***** Available records *****

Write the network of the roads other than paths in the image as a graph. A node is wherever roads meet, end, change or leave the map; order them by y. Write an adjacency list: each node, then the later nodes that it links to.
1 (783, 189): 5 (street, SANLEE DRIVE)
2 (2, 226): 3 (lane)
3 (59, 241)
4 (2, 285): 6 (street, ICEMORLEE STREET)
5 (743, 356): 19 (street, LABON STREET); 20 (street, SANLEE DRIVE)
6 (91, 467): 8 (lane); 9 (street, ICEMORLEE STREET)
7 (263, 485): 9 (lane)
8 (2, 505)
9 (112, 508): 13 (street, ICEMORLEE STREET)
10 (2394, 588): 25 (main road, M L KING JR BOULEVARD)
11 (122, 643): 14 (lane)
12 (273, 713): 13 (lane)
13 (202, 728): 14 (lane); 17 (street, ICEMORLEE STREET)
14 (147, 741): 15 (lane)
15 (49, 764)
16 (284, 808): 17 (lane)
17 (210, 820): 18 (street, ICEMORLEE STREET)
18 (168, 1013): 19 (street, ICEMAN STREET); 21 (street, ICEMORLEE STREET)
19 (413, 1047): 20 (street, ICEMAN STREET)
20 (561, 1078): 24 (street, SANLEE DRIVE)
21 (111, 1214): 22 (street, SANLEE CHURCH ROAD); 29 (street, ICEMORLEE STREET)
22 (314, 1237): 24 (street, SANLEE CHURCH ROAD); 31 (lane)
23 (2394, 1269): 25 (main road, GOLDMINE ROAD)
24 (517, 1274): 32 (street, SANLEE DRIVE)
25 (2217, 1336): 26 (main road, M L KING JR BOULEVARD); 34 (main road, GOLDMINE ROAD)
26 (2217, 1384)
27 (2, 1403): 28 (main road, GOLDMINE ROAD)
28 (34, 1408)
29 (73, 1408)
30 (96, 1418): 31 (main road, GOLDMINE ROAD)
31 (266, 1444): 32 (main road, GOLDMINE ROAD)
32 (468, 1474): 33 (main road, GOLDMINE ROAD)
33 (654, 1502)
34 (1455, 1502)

*****
***** Available records *****

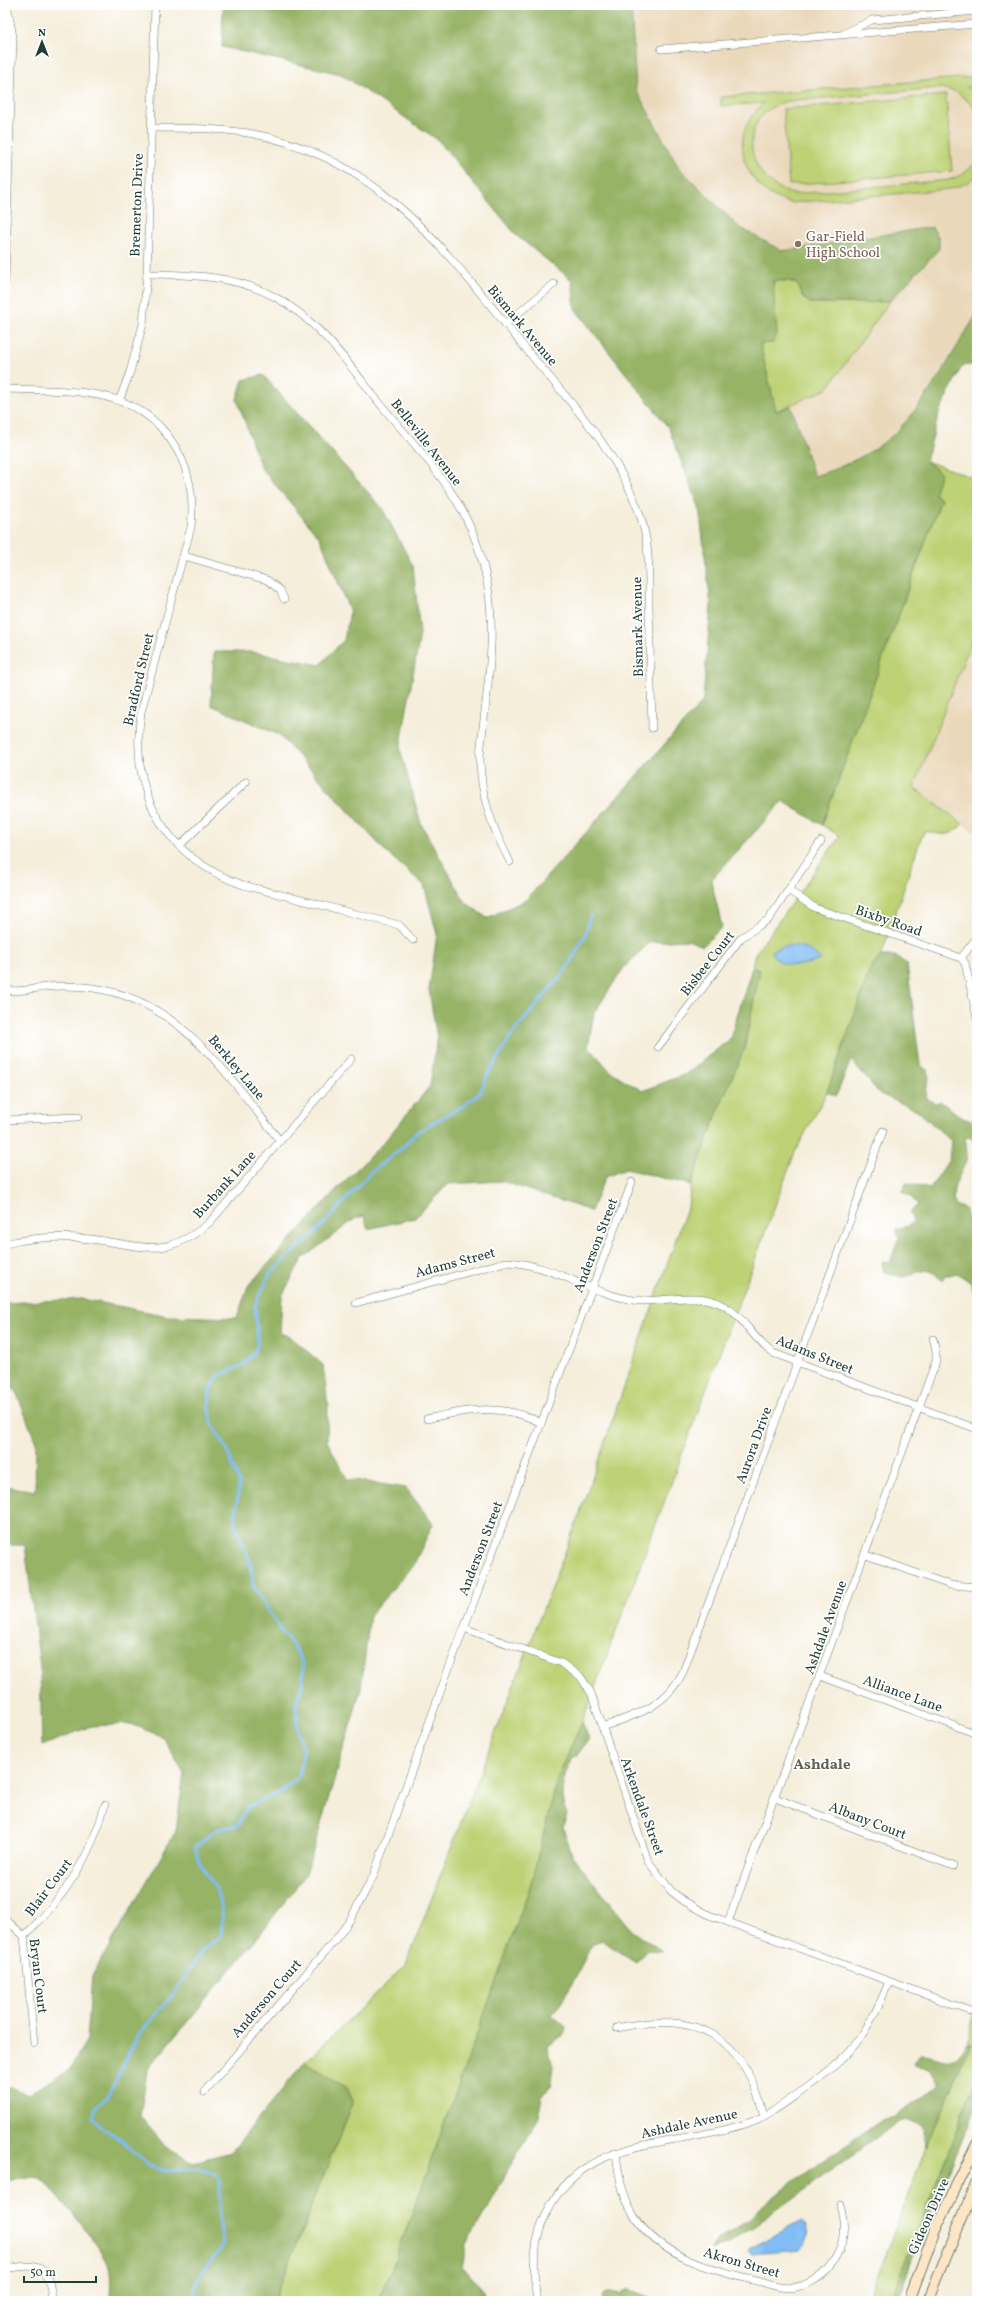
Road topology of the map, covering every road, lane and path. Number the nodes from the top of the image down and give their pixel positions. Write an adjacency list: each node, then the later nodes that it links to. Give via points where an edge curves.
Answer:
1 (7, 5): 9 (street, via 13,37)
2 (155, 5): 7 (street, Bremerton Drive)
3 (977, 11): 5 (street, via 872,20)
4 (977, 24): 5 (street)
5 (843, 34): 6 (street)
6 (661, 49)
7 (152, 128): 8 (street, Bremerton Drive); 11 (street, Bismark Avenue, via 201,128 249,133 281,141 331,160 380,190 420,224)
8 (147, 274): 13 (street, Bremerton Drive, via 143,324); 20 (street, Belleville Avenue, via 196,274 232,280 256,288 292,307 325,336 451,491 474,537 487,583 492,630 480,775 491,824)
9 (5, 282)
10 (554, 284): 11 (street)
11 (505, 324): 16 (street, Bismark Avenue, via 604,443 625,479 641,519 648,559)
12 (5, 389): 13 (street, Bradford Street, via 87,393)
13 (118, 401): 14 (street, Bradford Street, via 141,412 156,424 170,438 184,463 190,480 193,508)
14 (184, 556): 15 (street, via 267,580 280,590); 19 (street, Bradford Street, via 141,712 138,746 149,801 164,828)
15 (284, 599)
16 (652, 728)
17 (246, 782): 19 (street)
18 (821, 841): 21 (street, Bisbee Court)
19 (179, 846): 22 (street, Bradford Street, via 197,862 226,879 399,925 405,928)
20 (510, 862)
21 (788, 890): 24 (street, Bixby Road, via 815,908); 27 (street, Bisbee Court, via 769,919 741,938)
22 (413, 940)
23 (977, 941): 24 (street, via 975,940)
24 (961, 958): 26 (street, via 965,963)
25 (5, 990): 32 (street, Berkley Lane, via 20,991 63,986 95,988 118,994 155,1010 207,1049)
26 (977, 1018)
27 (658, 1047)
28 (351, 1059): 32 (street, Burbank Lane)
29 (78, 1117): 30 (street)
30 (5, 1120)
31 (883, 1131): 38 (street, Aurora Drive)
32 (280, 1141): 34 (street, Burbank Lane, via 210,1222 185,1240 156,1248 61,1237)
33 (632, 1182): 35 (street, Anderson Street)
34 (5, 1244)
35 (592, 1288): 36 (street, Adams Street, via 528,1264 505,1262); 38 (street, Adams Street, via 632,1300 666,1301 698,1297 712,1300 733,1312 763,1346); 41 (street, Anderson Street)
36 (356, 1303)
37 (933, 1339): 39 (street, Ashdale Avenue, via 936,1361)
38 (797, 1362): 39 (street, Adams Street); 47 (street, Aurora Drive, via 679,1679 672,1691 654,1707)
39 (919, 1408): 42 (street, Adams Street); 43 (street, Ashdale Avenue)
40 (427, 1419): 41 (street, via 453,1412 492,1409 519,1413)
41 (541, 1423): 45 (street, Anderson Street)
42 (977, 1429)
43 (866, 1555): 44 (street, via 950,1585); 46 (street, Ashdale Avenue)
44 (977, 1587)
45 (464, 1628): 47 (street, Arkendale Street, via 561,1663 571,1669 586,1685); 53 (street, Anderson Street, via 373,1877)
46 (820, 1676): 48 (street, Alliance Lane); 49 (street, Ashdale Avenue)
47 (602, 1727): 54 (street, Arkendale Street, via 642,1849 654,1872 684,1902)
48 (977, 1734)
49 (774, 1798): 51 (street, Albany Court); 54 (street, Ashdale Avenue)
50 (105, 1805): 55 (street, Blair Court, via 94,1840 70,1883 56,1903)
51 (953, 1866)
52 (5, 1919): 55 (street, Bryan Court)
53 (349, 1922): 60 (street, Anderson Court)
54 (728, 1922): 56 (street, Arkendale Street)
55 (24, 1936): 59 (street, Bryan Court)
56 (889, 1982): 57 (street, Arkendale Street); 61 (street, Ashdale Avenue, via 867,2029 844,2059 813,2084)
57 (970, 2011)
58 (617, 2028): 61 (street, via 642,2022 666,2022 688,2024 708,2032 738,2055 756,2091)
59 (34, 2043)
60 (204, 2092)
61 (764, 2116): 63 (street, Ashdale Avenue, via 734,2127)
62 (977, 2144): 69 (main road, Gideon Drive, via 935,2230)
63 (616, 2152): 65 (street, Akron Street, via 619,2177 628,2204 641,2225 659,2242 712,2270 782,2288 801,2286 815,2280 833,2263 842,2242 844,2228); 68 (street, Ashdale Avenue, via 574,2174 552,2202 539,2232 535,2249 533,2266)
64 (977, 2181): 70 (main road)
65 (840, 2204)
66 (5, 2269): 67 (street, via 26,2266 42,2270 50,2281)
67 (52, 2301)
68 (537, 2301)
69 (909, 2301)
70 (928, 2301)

*****

Required action: Copy every line of the entries in which "CHURCH" can be found.

Answer for the task:
21 (111, 1214): 22 (street, SANLEE CHURCH ROAD); 29 (street, ICEMORLEE STREET)
22 (314, 1237): 24 (street, SANLEE CHURCH ROAD); 31 (lane)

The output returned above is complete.